19

El Pequeño ha recuperado el brillo en los ojos y la fuerza para recoger alimentos, pero las fiebres han dejado en él sus desperdicios. Lo hace todo con desgana, como si ya no quisiera comer, ni hablar, ni respirar. También su voz ha cambiado: se ha hecho más oscura y más grave.

—¿Dónde estamos?

Mira como un adulto que se ha comido a un niño y le ha contagiado la demencia de cien siglos. De cerca, se hace evidente que sus ojos vivos soportan la presión de un muro que contiene una espiral de pensamientos locos con manos de escalera, con cabeza de bosque, y que con ellos atraviesa el cuerpo enorme de su hermano, sensible a los pequeños cambios.

—Bebe más agua. Debes de estar deshidratado, dice.

—El agua de verdad está fuera. Esta es una mentira.

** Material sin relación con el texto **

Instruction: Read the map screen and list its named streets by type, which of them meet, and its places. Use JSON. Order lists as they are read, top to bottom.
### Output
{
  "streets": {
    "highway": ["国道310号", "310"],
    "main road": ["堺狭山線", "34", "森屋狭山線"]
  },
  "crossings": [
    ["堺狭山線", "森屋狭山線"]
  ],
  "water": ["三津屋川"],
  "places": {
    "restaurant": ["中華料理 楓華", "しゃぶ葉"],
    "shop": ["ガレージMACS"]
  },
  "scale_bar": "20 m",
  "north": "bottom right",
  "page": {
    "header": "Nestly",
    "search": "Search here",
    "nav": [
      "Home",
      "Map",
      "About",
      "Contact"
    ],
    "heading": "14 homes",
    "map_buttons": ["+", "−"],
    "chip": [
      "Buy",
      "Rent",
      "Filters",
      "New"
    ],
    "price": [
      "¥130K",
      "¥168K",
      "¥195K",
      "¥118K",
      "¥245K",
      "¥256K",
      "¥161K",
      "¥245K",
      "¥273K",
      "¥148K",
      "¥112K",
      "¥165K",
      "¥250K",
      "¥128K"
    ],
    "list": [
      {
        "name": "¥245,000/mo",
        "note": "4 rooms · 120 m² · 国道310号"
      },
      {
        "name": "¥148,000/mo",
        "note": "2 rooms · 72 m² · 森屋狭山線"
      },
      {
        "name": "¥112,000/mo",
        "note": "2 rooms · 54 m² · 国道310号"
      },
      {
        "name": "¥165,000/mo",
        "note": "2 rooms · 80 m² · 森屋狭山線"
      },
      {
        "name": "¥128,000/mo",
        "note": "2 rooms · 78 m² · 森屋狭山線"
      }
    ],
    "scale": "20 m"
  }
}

El Grande ha recuperado su rutina completa de ejercicios. Lleva más de dos semanas repitiéndola y la pobre dieta que sigue ha desarrollado sus músculos de forma extraña, irregular, a medio camino entre un hombre desnutrido y un perro de presa. Sabe que está forzando su cuerpo, que si tuviera que correr su corazón apenas resistiría un par de kilómetros antes del colapso. El entrenamiento está recreando una memoria muscular muy breve, una especie de amnesia corporal que tensa los límites entre la supervivencia y el progreso.

—Estoy cansado del pozo. Voy a marcharme, dice el Pequeño.

—Muy bien.

—¿Crees que no soy capaz?

—Sí. Creo que no eres capaz.

—Entonces dejaré que te pudras aquí, termina el Pequeño, y su hermano lo mira y no lo reconoce.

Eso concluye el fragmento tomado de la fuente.